Start of Block
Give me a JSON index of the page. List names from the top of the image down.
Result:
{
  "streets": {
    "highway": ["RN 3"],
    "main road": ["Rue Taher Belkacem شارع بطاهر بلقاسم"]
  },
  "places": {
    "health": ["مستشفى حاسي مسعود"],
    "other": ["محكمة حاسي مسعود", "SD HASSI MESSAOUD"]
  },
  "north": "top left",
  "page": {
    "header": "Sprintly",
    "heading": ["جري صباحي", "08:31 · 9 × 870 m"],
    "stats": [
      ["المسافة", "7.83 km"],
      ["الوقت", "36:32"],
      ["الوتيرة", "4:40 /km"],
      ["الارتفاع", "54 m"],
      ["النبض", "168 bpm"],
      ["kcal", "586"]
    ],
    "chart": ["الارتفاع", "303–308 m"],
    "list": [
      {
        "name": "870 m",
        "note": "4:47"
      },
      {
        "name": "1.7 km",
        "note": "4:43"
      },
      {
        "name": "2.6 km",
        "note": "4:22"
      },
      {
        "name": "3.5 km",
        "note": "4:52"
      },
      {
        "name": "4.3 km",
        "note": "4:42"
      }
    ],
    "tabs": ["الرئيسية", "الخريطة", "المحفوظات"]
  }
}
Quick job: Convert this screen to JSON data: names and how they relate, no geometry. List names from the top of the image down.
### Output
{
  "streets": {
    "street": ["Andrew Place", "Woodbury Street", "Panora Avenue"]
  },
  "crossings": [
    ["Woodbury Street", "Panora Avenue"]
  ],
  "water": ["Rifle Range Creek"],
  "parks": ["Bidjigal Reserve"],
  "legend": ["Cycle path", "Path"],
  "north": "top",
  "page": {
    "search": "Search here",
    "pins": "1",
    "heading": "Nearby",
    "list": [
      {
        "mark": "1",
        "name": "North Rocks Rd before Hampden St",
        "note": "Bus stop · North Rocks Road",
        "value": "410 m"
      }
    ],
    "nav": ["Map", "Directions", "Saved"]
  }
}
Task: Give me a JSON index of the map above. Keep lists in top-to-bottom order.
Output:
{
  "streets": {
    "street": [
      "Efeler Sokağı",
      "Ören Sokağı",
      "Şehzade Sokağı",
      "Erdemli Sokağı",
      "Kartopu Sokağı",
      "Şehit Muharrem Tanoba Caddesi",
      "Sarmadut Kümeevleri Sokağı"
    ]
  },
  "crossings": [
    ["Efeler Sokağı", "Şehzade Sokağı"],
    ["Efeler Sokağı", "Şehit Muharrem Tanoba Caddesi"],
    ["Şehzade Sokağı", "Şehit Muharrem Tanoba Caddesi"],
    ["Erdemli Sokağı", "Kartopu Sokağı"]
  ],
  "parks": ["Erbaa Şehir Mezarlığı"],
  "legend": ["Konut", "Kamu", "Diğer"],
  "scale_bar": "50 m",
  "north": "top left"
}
End of Block
EXERCISE INSTRUCTIONS:
Please copy only these lines, exactly: the first line of the records through the line containing "Quick job: Convert", ends included.

TASK RESULT:
Give me a JSON index of the page. List names from the top of the image down.
Result:
{
  "streets": {
    "highway": ["RN 3"],
    "main road": ["Rue Taher Belkacem شارع بطاهر بلقاسم"]
  },
  "places": {
    "health": ["مستشفى حاسي مسعود"],
    "other": ["محكمة حاسي مسعود", "SD HASSI MESSAOUD"]
  },
  "north": "top left",
  "page": {
    "header": "Sprintly",
    "heading": ["جري صباحي", "08:31 · 9 × 870 m"],
    "stats": [
      ["المسافة", "7.83 km"],
      ["الوقت", "36:32"],
      ["الوتيرة", "4:40 /km"],
      ["الارتفاع", "54 m"],
      ["النبض", "168 bpm"],
      ["kcal", "586"]
    ],
    "chart": ["الارتفاع", "303–308 m"],
    "list": [
      {
        "name": "870 m",
        "note": "4:47"
      },
      {
        "name": "1.7 km",
        "note": "4:43"
      },
      {
        "name": "2.6 km",
        "note": "4:22"
      },
      {
        "name": "3.5 km",
        "note": "4:52"
      },
      {
        "name": "4.3 km",
        "note": "4:42"
      }
    ],
    "tabs": ["الرئيسية", "الخريطة", "المحفوظات"]
  }
}
Quick job: Convert this screen to JSON data: names and how they relate, no geometry. List names from the top of the image down.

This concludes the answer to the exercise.